▶ **What to work on**:
From the line that contains "Road topology of the map" to the end of the records below, copy every line exactly. Both the first and last of these lines count.

(Dataset)

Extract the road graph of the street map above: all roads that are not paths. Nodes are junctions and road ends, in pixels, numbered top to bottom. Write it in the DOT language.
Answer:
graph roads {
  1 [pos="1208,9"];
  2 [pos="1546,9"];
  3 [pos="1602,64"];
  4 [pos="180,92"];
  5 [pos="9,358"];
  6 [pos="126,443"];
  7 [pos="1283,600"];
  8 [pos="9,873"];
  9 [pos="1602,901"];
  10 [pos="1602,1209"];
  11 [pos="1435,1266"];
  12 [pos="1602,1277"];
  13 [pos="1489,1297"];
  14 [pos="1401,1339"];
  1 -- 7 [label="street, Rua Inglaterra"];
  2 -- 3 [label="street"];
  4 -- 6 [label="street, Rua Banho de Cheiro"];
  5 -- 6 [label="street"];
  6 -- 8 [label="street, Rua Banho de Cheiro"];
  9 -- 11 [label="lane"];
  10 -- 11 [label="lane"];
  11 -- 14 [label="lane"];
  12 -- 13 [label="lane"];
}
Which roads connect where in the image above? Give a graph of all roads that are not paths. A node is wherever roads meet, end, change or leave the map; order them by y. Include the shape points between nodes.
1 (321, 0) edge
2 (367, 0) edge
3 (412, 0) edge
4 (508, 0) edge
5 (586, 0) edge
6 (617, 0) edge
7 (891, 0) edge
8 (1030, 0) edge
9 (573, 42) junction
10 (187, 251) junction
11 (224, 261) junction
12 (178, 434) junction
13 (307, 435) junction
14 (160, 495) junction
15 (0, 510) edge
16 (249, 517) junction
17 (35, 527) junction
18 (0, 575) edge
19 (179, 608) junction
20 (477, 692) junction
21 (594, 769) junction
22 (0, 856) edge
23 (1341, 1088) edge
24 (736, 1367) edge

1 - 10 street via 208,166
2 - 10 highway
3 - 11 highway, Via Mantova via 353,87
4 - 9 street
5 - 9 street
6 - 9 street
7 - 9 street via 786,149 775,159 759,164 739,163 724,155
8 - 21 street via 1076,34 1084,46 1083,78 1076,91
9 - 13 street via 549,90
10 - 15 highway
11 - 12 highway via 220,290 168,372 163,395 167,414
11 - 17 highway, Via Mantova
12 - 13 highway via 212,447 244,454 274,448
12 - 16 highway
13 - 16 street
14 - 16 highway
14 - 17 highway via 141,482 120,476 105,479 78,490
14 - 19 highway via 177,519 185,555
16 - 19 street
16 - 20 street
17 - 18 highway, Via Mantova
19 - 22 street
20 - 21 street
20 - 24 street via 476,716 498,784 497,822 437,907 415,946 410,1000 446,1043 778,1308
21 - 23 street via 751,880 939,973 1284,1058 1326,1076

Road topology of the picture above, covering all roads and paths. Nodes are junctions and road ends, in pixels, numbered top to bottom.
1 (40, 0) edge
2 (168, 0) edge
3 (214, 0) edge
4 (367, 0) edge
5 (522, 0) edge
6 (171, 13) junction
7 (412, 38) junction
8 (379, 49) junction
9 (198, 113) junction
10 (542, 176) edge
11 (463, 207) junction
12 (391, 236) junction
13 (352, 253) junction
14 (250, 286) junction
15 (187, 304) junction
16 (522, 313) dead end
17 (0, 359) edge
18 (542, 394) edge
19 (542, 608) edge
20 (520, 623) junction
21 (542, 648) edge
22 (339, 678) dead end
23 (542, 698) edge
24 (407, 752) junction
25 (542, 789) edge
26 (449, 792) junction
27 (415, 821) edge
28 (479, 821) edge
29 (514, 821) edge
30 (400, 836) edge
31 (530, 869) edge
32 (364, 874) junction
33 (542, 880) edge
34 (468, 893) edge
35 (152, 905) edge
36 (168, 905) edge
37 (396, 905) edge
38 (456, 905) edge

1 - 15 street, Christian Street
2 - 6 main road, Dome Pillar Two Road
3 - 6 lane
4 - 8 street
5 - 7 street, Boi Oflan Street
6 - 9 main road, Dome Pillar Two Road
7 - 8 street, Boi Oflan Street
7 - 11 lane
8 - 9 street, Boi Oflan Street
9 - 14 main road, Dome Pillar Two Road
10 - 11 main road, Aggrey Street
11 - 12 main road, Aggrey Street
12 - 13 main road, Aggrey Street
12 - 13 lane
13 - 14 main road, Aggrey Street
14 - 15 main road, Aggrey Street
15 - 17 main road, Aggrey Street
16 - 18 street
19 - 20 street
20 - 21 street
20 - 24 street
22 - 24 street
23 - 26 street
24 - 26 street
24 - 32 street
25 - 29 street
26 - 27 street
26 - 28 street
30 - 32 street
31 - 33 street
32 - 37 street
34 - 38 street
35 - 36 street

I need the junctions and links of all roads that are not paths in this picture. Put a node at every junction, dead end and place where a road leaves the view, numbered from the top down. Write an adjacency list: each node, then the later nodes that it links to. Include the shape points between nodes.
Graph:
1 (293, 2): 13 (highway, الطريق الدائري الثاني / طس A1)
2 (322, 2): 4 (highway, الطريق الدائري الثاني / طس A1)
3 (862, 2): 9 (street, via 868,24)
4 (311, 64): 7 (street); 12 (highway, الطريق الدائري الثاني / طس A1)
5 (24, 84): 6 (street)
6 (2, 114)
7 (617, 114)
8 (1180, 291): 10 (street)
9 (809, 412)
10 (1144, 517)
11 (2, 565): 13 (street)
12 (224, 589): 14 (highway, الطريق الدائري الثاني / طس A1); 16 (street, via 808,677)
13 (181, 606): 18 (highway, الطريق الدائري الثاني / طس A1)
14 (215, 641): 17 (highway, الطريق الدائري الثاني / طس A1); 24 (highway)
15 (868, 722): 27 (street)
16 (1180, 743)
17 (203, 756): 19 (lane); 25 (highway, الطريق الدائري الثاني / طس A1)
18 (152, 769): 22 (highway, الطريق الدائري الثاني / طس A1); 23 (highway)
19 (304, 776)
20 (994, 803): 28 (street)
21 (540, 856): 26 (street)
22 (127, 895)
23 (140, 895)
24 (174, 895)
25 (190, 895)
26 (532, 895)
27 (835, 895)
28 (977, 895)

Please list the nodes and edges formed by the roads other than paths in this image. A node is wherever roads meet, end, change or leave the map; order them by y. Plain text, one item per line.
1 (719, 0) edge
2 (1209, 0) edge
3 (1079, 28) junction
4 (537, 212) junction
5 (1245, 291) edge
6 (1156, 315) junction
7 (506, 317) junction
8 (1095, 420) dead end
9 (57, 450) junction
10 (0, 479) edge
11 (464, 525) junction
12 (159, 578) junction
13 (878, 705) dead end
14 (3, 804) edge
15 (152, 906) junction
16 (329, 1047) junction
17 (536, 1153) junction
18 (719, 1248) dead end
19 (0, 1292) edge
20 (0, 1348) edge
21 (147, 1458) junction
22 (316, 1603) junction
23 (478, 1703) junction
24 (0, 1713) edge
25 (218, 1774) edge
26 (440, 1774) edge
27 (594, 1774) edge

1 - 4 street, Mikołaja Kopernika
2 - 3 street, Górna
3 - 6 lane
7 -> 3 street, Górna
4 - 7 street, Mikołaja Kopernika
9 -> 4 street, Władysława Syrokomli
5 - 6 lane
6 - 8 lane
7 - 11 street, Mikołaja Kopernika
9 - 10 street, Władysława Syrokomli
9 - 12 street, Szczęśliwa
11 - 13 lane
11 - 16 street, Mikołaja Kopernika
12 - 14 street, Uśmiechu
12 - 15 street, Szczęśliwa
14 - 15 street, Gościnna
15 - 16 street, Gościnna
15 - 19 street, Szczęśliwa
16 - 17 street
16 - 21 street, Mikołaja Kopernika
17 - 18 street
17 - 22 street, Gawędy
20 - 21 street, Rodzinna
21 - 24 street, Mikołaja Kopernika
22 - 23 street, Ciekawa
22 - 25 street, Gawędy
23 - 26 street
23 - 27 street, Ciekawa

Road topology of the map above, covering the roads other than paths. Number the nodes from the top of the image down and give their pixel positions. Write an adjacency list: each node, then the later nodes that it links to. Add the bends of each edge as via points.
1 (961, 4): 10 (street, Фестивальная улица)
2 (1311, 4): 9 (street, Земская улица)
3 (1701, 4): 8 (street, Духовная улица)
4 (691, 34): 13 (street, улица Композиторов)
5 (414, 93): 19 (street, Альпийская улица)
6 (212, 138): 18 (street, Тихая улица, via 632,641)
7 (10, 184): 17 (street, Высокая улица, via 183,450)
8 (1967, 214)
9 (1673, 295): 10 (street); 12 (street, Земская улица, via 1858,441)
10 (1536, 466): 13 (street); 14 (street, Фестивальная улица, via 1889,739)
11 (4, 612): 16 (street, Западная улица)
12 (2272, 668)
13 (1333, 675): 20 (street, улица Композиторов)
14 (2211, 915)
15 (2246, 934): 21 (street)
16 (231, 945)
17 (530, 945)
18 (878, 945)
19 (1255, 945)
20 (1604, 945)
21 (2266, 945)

(End Dataset)

▶ **Your solution**:
Road topology of the map above, covering the roads other than paths. Number the nodes from the top of the image down and give their pixel positions. Write an adjacency list: each node, then the later nodes that it links to. Add the bends of each edge as via points.
1 (961, 4): 10 (street, Фестивальная улица)
2 (1311, 4): 9 (street, Земская улица)
3 (1701, 4): 8 (street, Духовная улица)
4 (691, 34): 13 (street, улица Композиторов)
5 (414, 93): 19 (street, Альпийская улица)
6 (212, 138): 18 (street, Тихая улица, via 632,641)
7 (10, 184): 17 (street, Высокая улица, via 183,450)
8 (1967, 214)
9 (1673, 295): 10 (street); 12 (street, Земская улица, via 1858,441)
10 (1536, 466): 13 (street); 14 (street, Фестивальная улица, via 1889,739)
11 (4, 612): 16 (street, Западная улица)
12 (2272, 668)
13 (1333, 675): 20 (street, улица Композиторов)
14 (2211, 915)
15 (2246, 934): 21 (street)
16 (231, 945)
17 (530, 945)
18 (878, 945)
19 (1255, 945)
20 (1604, 945)
21 (2266, 945)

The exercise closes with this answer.